DATA IN THIS EXERCISE below:

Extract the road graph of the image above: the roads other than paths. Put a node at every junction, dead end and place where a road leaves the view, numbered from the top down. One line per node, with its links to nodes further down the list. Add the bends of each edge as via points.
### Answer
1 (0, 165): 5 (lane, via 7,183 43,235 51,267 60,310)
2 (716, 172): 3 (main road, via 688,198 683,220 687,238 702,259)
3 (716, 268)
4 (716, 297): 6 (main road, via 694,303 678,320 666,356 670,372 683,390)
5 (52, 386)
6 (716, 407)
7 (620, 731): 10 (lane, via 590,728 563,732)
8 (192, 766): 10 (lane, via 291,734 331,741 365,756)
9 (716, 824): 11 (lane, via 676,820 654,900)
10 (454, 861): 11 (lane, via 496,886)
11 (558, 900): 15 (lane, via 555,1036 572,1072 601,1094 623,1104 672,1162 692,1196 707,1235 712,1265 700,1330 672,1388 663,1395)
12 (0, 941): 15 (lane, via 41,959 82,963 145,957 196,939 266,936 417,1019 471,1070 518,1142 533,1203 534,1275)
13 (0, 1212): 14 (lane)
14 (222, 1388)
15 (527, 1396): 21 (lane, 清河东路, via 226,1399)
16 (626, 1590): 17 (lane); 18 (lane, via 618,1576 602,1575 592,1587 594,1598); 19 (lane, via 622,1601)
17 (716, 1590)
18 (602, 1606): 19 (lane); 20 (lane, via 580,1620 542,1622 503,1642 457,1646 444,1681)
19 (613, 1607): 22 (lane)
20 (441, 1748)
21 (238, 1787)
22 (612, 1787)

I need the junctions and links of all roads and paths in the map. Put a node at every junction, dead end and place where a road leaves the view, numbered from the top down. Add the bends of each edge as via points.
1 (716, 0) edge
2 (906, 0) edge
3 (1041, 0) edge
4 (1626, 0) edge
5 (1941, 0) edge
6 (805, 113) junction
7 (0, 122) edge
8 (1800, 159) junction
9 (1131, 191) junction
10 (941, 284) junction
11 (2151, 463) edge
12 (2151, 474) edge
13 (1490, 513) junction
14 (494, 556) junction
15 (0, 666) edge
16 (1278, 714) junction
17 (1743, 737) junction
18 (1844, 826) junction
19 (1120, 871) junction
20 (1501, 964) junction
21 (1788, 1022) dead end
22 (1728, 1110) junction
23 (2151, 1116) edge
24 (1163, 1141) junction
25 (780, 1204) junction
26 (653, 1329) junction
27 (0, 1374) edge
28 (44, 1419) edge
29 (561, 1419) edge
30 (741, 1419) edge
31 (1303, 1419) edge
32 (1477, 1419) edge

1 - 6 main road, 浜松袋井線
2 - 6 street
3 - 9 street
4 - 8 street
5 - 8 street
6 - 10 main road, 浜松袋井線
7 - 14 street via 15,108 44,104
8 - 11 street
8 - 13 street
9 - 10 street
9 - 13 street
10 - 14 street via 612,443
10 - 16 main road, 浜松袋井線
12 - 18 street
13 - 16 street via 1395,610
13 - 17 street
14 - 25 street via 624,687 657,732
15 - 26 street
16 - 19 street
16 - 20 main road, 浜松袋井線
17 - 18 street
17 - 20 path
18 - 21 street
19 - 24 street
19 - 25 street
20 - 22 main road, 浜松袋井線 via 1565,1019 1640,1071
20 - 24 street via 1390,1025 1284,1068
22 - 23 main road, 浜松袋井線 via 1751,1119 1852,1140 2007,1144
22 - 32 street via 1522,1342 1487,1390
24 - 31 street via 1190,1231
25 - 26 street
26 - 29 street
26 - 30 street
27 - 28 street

End of DATA IN THIS EXERCISE.

● **WHAT IS REQUIRED**: What is the number of lines in the records that hold "浜松袋井線"? Give the number by itself.

● **RESULT BELOW**: 6